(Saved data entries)
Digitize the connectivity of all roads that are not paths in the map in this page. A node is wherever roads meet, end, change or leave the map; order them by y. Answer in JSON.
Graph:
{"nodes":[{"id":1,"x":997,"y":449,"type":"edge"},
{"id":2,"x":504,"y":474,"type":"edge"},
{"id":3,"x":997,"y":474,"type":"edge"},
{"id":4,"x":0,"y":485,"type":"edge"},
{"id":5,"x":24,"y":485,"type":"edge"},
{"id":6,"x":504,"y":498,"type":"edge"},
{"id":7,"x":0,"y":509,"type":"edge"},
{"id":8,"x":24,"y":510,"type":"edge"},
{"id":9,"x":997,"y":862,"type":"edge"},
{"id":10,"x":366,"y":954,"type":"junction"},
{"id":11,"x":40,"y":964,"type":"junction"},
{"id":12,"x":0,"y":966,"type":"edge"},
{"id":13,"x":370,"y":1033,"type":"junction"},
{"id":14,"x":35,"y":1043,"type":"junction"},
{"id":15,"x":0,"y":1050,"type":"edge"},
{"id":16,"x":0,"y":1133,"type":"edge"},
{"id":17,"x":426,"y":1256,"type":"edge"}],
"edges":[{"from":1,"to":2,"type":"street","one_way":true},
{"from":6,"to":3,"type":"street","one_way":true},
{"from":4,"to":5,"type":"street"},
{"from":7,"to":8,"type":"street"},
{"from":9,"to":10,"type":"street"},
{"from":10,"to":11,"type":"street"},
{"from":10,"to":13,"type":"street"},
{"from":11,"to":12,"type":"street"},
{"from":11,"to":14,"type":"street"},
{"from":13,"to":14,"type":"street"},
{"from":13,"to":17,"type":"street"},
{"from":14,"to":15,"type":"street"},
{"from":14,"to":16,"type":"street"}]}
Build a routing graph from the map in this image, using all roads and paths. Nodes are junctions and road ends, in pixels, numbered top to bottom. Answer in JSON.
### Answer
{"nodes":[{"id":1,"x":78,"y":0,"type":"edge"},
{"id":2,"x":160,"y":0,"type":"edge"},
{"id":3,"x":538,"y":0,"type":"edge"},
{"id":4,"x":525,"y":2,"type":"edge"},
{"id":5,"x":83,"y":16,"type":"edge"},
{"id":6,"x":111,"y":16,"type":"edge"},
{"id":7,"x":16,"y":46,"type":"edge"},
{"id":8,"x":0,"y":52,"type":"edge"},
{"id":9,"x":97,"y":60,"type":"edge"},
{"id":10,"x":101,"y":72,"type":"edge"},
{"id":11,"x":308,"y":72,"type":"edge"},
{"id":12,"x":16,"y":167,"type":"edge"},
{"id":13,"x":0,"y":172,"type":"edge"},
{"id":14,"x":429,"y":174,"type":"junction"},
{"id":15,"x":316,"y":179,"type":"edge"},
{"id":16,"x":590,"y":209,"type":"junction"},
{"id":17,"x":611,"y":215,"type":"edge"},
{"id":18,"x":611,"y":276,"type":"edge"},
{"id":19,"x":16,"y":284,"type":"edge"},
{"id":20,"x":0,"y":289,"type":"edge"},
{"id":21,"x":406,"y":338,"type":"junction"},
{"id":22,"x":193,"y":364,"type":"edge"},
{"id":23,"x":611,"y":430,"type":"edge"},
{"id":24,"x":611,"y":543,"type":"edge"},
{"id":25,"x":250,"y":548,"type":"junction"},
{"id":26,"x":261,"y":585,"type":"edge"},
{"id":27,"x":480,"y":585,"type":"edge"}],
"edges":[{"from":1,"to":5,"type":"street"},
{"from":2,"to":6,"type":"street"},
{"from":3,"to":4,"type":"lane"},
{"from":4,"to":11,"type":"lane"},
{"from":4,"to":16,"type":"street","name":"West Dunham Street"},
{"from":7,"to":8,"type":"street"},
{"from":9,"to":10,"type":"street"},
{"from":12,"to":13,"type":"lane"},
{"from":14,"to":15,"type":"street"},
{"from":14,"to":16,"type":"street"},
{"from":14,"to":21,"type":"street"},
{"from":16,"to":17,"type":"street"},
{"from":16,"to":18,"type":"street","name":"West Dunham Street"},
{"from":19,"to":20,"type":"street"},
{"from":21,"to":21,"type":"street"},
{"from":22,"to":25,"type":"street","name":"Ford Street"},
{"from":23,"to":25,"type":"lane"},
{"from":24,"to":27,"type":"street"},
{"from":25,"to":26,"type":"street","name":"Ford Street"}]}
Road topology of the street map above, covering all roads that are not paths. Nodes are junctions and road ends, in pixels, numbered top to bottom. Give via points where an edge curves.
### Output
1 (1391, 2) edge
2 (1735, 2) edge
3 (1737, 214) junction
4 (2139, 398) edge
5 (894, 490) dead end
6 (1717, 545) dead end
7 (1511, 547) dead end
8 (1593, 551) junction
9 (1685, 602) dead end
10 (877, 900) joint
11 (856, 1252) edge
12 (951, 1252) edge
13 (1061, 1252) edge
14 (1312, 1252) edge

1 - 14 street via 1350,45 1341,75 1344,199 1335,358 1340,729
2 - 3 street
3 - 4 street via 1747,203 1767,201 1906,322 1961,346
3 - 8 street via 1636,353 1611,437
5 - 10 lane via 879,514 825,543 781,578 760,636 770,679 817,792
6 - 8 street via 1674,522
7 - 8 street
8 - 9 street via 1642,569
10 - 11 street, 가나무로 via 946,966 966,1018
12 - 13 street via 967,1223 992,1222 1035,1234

**Problem**
A line qualifies when it holds the word "Dunham"; report all qualifying lines from the records above.

**Exercise response**
{"from":4,"to":16,"type":"street","name":"West Dunham Street"},
{"from":16,"to":18,"type":"street","name":"West Dunham Street"},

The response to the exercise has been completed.